This post is from one of the 18 interns in the Real Time Farms Food Warrior Summer Internship Program. These interns are collecting data, pictures, and video on the growing practices of our nation’s farms, collecting food artisans’ stories, and documenting farmers markets. We all deserve to know where our food comes from!

On Real Time Farms, we document food webs – how food travels from farms, to artisans, to restaurants. In my work as an intern this summer, I have been able to see this connection first-hand. About a week ago, I talked to a farmer from Stokes Farms at the Tribeca Greenmarket. Later that week, I visited Sullivan St Bakery, and found out that they use some of Stokes Farms’ produce in their products. Then, I ate at a restaurant that serves Sullivan St Bakery’s bread.

While at Sullivan St Bakery, I saw all of the fresh ingredients being prepared, and I saw the final bags stuffed with bread with delivery labels on them, waiting to be sent out. What I also saw, in a less noticeable corner of the packing room, were a few large, clear plastic bags filled with bread, with bold, green writing printed on them: “City Harvest.”

Although it sometimes seems like food goes in a one-direction flow from farmer to artisan to restaurant, many farmers and artisans do not actually use all of the produce that they grow or product that they make. So where does it all go?

Many farms and artisans in the New York area donate their extra or unusable product to City Harvest, an organization in New York that aims to rescue food for New York’s hungry.

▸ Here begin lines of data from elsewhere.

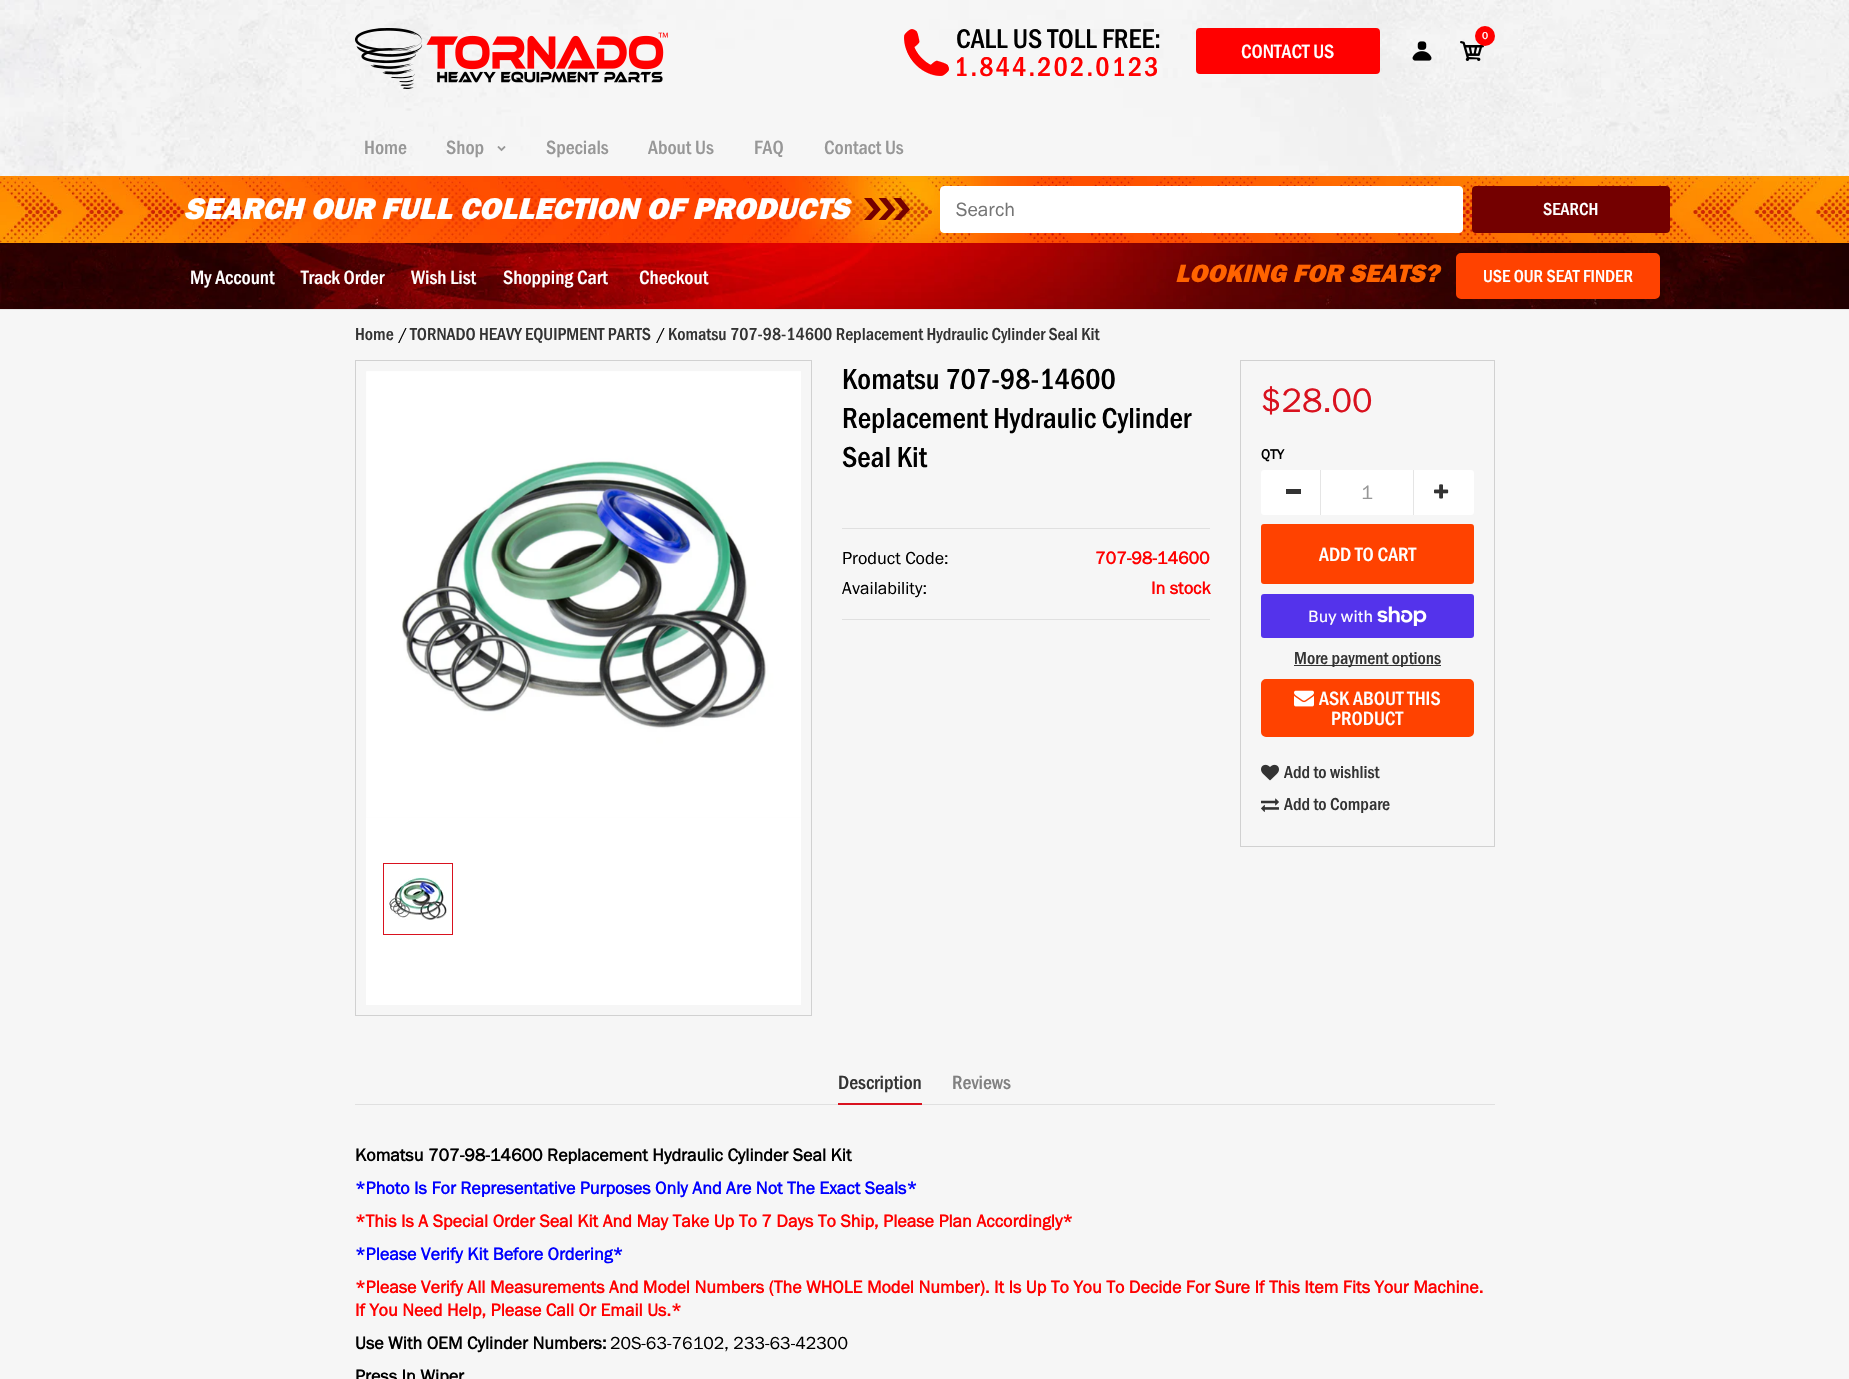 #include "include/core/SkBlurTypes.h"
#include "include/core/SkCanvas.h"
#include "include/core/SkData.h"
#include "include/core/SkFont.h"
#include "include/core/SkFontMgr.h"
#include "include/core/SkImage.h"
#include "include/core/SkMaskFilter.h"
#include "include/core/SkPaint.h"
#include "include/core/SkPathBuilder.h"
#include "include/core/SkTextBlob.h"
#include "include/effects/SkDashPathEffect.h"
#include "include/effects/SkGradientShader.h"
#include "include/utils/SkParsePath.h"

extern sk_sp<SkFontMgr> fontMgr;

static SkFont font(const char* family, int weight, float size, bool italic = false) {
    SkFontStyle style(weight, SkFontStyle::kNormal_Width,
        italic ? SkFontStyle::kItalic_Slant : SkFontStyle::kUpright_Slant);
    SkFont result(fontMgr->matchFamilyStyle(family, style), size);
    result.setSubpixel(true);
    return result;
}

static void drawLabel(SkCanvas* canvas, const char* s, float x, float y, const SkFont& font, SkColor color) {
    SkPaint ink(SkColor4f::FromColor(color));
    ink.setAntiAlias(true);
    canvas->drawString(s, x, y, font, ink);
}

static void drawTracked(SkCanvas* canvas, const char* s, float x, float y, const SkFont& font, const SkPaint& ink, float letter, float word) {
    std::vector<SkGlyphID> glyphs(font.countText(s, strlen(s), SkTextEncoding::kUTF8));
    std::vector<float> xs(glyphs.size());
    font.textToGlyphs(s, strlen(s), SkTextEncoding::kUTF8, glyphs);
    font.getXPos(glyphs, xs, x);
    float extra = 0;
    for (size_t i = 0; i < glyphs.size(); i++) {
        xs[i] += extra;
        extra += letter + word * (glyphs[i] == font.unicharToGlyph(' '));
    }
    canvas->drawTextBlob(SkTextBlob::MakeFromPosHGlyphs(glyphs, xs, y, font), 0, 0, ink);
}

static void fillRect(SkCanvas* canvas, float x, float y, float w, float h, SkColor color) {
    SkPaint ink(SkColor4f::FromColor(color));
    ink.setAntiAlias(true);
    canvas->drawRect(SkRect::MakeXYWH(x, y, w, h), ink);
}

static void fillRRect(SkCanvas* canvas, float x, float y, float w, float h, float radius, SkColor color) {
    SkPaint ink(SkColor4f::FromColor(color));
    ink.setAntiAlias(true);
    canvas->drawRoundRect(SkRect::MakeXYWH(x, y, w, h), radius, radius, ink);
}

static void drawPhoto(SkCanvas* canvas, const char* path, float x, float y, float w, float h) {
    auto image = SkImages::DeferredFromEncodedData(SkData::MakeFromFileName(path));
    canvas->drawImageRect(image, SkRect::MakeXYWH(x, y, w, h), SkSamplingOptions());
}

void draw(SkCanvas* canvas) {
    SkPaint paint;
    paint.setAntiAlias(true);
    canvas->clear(0xFFF6F6F6);
    drawPhoto(canvas, "assets/img1.png", 0, 0, 1849, 176);
    drawPhoto(canvas, "assets/img2.png", 355, 28, 313, 61);
    drawPhoto(canvas, "assets/img3.png", 904, 29, 45, 47);
    SkFont font1 = font("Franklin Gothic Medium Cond", 500, 28);
    drawLabel(canvas, "CALL US TOLL FREE:", 956, 48, font1, 0xFF000000);
    paint.setColor(0xFFFF0000);
    drawTracked(canvas, "1.844.202.0123", 954, 76, font1, paint, 2.1f, 0);
    canvas->drawRoundRect(SkRect::MakeXYWH(1197, 29, 182, 44), 3, 3, paint);
    paint.setStroke(true);
    paint.setStrokeWidth(2);
    canvas->drawRoundRect(SkRect::MakeXYWH(1197, 29, 182, 44), 3, 3, paint);
    SkFont font2 = font("Franklin Gothic Medium Cond", 500, 20);
    drawLabel(canvas, "CONTACT US", 1241, 58, font2, 0xFFFFFFFF);
    drawPhoto(canvas, "assets/img4.png", 1460, 41, 24, 20);
    paint.setStroke(false);
    canvas->drawCircle(1485, 36, 10, paint);
    SkFont font3 = font("Franklin Gothic", 700, 10);
    drawLabel(canvas, "0", 1482, 39, font3, 0xFFFFFFFF);
    drawPhoto(canvas, "assets/img5.png", 1412, 41, 20, 20);
    drawLabel(canvas, "Home", 364, 154, font2, 0xFF979797);
    drawLabel(canvas, "Shop", 446, 154, font2, 0xFF979797);
    drawPhoto(canvas, "assets/img6.png", 497, 146, 9, 6);
    drawLabel(canvas, "Specials", 546, 154, font2, 0xFF979797);
    drawLabel(canvas, "About Us", 648, 154, font2, 0xFF979797);
    drawLabel(canvas, "FAQ", 754, 154, font2, 0xFF979797);
    drawLabel(canvas, "Contact Us", 824, 154, font2, 0xFF979797);
    drawPhoto(canvas, "assets/img7.png", 0, 176, 1849, 67);
    drawPhoto(canvas, "assets/img8.png", 864, 198, 46, 22);
    SkFont font4 = font("Franklin Gothic", 900, 31, true);
    drawLabel(canvas, "SEARCH OUR FULL COLLECTION OF PRODUCTS", 184, 219, font4, 0xFFFFFFFF);
    paint.setColor(0xFFFFFFFF);
    canvas->drawRoundRect(SkRect::MakeXYWH(940.5f, 186.5f, 522, 46), 3.5f, 3.5f, paint);
    paint.setStroke(true);
    paint.setStrokeWidth(1);
    canvas->drawRoundRect(SkRect::MakeXYWH(940.5f, 186.5f, 522, 46), 3.5f, 3.5f, paint);
    SkFont font5 = font("Franklin Gothic", 400, 20);
    drawLabel(canvas, "Search", 956, 216, font5, 0xFF757575);
    fillRRect(canvas, 1472, 186, 198, 47, 4, 0xFF740000);
    SkFont font6 = font("Franklin Gothic Medium Cond", 500, 18);
    drawLabel(canvas, "SEARCH", 1543, 215, font6, 0xFFFFFFFF);
    drawPhoto(canvas, "assets/img9.png", 0, 243, 1849, 66);
    drawLabel(canvas, "My Account", 190, 284, font2, 0xFFFFFFFF);
    drawLabel(canvas, "Track Order", 301, 284, font2, 0xFFFFFFFF);
    drawLabel(canvas, "Wish List", 411, 284, font2, 0xFFFFFFFF);
    drawLabel(canvas, "Shopping Cart", 503, 284, font2, 0xFFFFFFFF);
    drawLabel(canvas, "Checkout", 639, 284, font2, 0xFFFFFFFF);
    SkFont font7 = font("Franklin Gothic", 900, 26, true);
    drawLabel(canvas, "LOOKING FOR SEATS?", 1175, 282, font7, 0xFFFF6300);
    paint.setStroke(false);
    paint.setColor(0xFFFF4200);
    canvas->drawRoundRect(SkRect::MakeXYWH(1457, 254, 202, 44), 4, 4, paint);
    paint.setStroke(true);
    paint.setStrokeWidth(2);
    canvas->drawRoundRect(SkRect::MakeXYWH(1457, 254, 202, 44), 4, 4, paint);
    drawLabel(canvas, "USE OUR SEAT FINDER", 1483, 282, font6, 0xFFFFFFFF);
    fillRect(canvas, 0, 309, 1849, 1, 0xFFE5E5E5);
    drawLabel(canvas, "Home", 355, 340, font6, 0xFF333333);
    SkFont font8 = font("Franklin Gothic", 400, 18);
    drawLabel(canvas, "/", 399, 340, font8, 0xFF000000);
    drawLabel(canvas, "TORNADO HEAVY EQUIPMENT PARTS", 410, 340, font6, 0xFF333333);
    drawLabel(canvas, "/", 657, 340, font8, 0xFF000000);
    drawLabel(canvas, "Komatsu 707-98-14600 Replacement Hydraulic Cylinder Seal Kit", 668, 340, font6, 0xFF333333);
    paint.setStrokeWidth(1);
    paint.setColor(0xFFD1D1D1);
    canvas->drawRect(SkRect::MakeXYWH(355.5f, 360.5f, 456, 655), paint);
    drawPhoto(canvas, "assets/img10.png", 366, 371, 435, 447);
    fillRect(canvas, 366, 818, 435, 187, 0xFFFFFFFF);
    paint.setColor(0xFFD9121F);
    canvas->drawRect(SkRect::MakeXYWH(383.5f, 863.5f, 69, 71), paint);
    drawPhoto(canvas, "assets/img11.png", 388, 877, 59, 43);
    SkFont font9 = font("Franklin Gothic Medium Cond", 500, 30);
    drawLabel(canvas, "Komatsu 707-98-14600", 842, 389, font9, 0xFF000000);
    drawLabel(canvas, "Replacement Hydraulic Cylinder", 842, 428, font9, 0xFF000000);
    drawLabel(canvas, "Seal Kit", 842, 467, font9, 0xFF000000);
    fillRect(canvas, 842, 528, 368, 1, 0xFFE0E0E0);
    fillRect(canvas, 842, 619, 368, 1, 0xFFE0E0E0);
    drawLabel(canvas, "Product Code:", 842, 564, font8, 0xFF000000);
    SkFont font10 = font("Franklin Gothic", 700, 18);
    drawLabel(canvas, "707-98-14600", 1095, 564, font10, 0xFFFF0000);
    drawLabel(canvas, "Availability:", 842, 594, font8, 0xFF000000);
    drawLabel(canvas, "In stock", 1151, 594, font10, 0xFFFF0000);
    paint.setColor(0xFFD1D1D1);
    canvas->drawRect(SkRect::MakeXYWH(1240.5f, 360.5f, 254, 486), paint);
    SkFont font11 = font("Franklin Gothic", 400, 35);
    drawLabel(canvas, "$28.00", 1261, 412, font11, 0xFFD9121F);
    SkFont font12 = font("Franklin Gothic", 700, 14);
    drawLabel(canvas, "QTY", 1261, 459, font12, 0xFF000000);
    fillRRect(canvas, 1261, 470, 213, 45, 3, 0xFFFFFFFF);
    fillRect(canvas, 1320, 470, 1, 45, 0xFFE5E5E5);
    fillRect(canvas, 1286, 489, 15, 5, 0xFF333333);
    drawLabel(canvas, "1", 1361, 499, font5, 0xFF979797);
    fillRect(canvas, 1413, 470, 1, 45, 0xFFE5E5E5);
    drawPhoto(canvas, "assets/img12.png", 1434, 484, 15, 15);
    paint.setStroke(false);
    paint.setColor(0xFFFF4200);
    canvas->drawRoundRect(SkRect::MakeXYWH(1262, 525, 211, 58), 2, 2, paint);
    paint.setStroke(true);
    paint.setStrokeWidth(2);
    canvas->drawRoundRect(SkRect::MakeXYWH(1262, 525, 211, 58), 2, 2, paint);
    drawLabel(canvas, "ADD TO CART", 1319, 561, font2, 0xFFFFFFFF);
    fillRRect(canvas, 1261, 594, 213, 44, 3, 0xFF5433EB);
    SkFont font13 = font("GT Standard", 400, 16);
    drawLabel(canvas, "Buy with", 1308, 622, font13, 0xFFFFFFFF);
    drawPhoto(canvas, "assets/img13.png", 1377, 606, 50, 20);
    fillRect(canvas, 1294, 665, 147, 1, 0xFF333333);
    drawLabel(canvas, "More payment options", 1294, 664, font6, 0xFF333333);
    paint.setStroke(false);
    canvas->drawRoundRect(SkRect::MakeXYWH(1262, 680, 211, 56), 4, 4, paint);
    paint.setStroke(true);
    canvas->drawRoundRect(SkRect::MakeXYWH(1262, 680, 211, 56), 4, 4, paint);
    drawPhoto(canvas, "assets/img14.png", 1294, 690, 20, 17);
    drawLabel(canvas, "ASK ABOUT THIS", 1319, 705, font2, 0xFFFFFFFF);
    drawLabel(canvas, "PRODUCT", 1331, 725, font2, 0xFFFFFFFF);
    drawPhoto(canvas, "assets/img15.png", 1261, 764, 18, 17);
    drawLabel(canvas, "Add to wishlist", 1284, 778, font6, 0xFF333333);
    drawPhoto(canvas, "assets/img16.png", 1261, 798, 18, 14);
    drawLabel(canvas, "Add to Compare", 1284, 810, font6, 0xFF333333);
    drawLabel(canvas, "Description", 838, 1089, font2, 0xFF333333);
    fillRect(canvas, 355, 1104, 1140, 1, 0xFFE0E0E0);
    fillRect(canvas, 838, 1103, 84, 2, 0xFFD9121F);
    drawLabel(canvas, "Reviews", 952, 1089, font2, 0xFF808080);
    drawLabel(canvas, "Komatsu 707-98-14600 Replacement Hydraulic Cylinder Seal Kit", 355, 1161, font10, 0xFF000000);
    drawLabel(canvas, "*Photo Is For Representative Purposes Only And Are Not The Exact Seals*", 355, 1194, font10, 0xFF0000FF);
    drawLabel(canvas, "*This Is A Special Order Seal Kit And May Take Up To 7 Days To Ship, Please Plan Accordingly*", 355, 1227, font10, 0xFFFF0000);
    drawLabel(canvas, "*Please Verify Kit Before Ordering*", 355, 1260, font10, 0xFF0000FF);
    drawLabel(canvas, "*Please Verify All Measurements And Model Numbers (The WHOLE Model Number). It Is Up To You To Decide For Sure If This Item Fits Your Machine.", 355, 1293, font10, 0xFFFF0000);
    drawLabel(canvas, "If You Need Help, Please Call Or Email Us.*", 355, 1316, font10, 0xFFFF0000);
    drawLabel(canvas, "Use With OEM Cylinder Numbers:", 355, 1349, font10, 0xFF000000);
    drawLabel(canvas, "20S-63-76102, 233-63-42300", 610, 1349, font8, 0xFF000000);
    drawLabel(canvas, "Press In Wiper", 355, 1382, font10, 0xFF000000);
}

“Now serving New York City for more than 25 years, City Harvest is the world’s first food rescue organization, dedicated to feeding the city’s hungry men, women, and children. This year, City Harvest will collect 28 million pounds of excess food from all segments of the food industry, including restaurants, manufacturers, and farms. This food is then delivered free of charge to nearly 600 community food programs throughout New York City. Each week, City Harvest helps over 300,000 hungry New Yorkers find their next meal. City Harvest also addresses hunger’s underlying causes by supporting affordable access to nutritious food in low-income communities, and channeling a greater amount of local farm food into high-need areas,” writes City Harvest on their website.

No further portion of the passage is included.